You can see an automation tab here, this was never coded fully, as most of the time we wanted to control precisely what gets collected (and a CPC run is pretty fast usually). With a bit more time, getting data from the MS to react on the presence or absence of some masses would have been great. But the proprietary protocols of most mass spectrometers and their lack of documentation do not make that easy.

Screenshot of the software: Main screen

Running that on a Fallopia japonica root and leaves extract separation:

Chromatograms from the Fallopia japonica separation

If you look closely at the cyan peaks, you will see vertical marks, these correspond to the collection process (the material was going to the cartridge, not the detectors).

Bringing one of the cartridge, after nitrogen drying, of the Stems second peak to the Nuclear Magnetic Resonance spectrometer that has a prospekt as well. We can take a proton spectrum. This was just a few scans, remember we have almost 1mg on a cartridge and it was using an LC-NMR probe with an internal coil volume really small as the liquid volume inside the coil is 70 μL. The other advantage, is that we have much less issues with shimming as we can always use pure acetonitrile or acetone to desorb the compounds from the cartridges.

NMR results of the Stem

The software

To be fair, the code quality is absolutely terrible. This project was made years ago and since then I was able to improve (well I hope…) my coding skills. I also moved to a place where there is no device of that sort. So I am not in a position, nor in the need, to make it evolve at this time. But I’m still using what I learned from that project when making software for lab automation, something I continue to enjoy doing.

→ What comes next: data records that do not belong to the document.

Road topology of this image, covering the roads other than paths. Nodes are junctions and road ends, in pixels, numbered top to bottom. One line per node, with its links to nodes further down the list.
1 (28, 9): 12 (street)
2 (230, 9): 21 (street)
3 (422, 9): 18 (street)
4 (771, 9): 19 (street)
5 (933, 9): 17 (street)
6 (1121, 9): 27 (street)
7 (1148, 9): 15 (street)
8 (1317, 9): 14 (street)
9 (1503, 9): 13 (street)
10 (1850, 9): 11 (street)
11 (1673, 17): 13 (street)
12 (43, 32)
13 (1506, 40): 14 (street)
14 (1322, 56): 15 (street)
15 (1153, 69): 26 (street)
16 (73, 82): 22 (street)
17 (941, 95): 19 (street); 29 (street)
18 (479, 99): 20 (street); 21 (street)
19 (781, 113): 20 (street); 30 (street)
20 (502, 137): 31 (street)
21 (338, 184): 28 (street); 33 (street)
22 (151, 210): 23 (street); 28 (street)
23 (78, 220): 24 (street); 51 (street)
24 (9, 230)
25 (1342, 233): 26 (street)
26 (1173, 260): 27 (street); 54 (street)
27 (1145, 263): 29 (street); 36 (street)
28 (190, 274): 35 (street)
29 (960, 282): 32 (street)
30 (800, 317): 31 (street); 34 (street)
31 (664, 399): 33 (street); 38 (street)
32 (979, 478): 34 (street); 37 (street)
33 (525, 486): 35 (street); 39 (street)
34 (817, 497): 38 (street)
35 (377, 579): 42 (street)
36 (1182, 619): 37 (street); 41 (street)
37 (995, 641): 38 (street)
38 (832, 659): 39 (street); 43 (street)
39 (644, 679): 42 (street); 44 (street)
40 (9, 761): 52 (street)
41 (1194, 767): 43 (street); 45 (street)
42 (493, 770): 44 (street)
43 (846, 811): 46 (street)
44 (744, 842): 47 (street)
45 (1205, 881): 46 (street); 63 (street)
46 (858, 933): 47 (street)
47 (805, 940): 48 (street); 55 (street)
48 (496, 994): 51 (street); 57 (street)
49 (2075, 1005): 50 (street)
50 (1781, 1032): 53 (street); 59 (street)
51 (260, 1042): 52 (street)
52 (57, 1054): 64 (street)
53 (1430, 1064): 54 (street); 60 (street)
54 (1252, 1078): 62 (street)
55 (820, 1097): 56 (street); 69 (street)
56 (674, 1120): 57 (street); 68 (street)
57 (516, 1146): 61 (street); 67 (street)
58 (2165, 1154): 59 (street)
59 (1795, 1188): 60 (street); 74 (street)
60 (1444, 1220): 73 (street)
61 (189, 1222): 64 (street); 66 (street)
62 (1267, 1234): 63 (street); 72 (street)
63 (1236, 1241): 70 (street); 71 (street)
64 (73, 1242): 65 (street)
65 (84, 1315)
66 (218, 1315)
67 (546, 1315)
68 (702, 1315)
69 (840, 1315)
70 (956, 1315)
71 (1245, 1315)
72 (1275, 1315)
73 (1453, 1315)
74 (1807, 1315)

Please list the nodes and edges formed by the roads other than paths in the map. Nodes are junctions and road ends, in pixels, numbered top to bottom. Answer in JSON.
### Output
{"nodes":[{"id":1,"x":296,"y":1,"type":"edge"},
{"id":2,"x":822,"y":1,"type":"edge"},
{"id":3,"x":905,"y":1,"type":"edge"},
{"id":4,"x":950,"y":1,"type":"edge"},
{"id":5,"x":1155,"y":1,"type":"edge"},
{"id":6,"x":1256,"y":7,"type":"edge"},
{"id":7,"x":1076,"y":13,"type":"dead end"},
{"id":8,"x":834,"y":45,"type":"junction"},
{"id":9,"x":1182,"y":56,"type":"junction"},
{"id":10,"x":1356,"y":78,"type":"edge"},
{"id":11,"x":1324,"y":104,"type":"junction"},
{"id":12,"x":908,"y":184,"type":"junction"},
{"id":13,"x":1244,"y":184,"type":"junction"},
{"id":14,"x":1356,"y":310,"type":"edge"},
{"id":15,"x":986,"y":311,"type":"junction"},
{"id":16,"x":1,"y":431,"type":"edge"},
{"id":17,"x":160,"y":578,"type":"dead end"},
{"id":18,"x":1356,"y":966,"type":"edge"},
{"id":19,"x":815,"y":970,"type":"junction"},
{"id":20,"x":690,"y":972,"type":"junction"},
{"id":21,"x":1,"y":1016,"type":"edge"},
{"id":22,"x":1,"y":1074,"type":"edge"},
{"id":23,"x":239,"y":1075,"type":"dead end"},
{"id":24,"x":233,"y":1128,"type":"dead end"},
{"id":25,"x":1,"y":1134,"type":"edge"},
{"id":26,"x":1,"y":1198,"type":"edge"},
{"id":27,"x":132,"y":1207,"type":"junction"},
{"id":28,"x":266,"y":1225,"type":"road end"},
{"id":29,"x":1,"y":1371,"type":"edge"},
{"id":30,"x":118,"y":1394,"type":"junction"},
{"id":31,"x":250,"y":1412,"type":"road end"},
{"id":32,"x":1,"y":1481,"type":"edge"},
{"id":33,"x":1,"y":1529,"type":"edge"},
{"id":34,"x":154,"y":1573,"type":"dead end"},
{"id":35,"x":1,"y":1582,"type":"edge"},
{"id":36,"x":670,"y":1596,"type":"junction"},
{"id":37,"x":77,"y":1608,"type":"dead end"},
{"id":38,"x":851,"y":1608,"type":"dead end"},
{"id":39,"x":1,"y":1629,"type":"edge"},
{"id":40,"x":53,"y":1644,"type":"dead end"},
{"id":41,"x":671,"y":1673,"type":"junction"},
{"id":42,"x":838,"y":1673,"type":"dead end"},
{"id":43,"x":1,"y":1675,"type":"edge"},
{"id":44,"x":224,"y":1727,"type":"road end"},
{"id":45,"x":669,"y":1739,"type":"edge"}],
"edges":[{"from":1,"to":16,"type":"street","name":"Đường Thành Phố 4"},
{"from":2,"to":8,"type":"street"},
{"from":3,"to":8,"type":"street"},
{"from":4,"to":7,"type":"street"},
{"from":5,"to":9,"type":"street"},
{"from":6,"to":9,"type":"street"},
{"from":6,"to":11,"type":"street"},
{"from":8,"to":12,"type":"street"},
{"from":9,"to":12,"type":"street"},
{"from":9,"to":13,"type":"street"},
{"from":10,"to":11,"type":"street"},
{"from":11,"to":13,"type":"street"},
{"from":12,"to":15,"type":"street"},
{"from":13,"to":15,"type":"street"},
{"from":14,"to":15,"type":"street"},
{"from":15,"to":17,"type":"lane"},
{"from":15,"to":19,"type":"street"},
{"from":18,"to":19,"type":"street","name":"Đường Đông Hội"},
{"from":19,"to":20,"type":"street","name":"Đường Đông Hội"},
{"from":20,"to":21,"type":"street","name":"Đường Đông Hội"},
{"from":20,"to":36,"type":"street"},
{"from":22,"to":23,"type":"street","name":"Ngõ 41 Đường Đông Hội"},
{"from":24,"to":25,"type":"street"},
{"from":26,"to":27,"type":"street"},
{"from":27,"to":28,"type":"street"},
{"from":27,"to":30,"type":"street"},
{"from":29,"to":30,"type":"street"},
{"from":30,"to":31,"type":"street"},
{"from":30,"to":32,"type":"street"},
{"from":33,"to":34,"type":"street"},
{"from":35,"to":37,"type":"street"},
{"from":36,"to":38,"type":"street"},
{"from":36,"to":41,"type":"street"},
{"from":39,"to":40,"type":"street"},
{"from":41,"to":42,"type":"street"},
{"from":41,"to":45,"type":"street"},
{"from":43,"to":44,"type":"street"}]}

Code can be found at : Github bjonnh/prosper.

What I learned

I learned quite a lot doing that project. The hardware part was mostly plumbing so nothing really fancy here. But the reverse-engineering part was fun, and you get some cold-sweats when you send the wrong command and the device slams in a part. I was also able to use PyQt which I had only used for toy projects. I also learned how to deal with complex instruments and communications that can have delays, failures, incorrect outputs… It was also interesting to code this kind of things with a high-level language. To control physical devices, I had only used Arduino (in C++) and other microcontrollers (mostly C and ASM) and programmable logic controllers (PLCs). So it was a completely different way to deal with timings, lags and so on.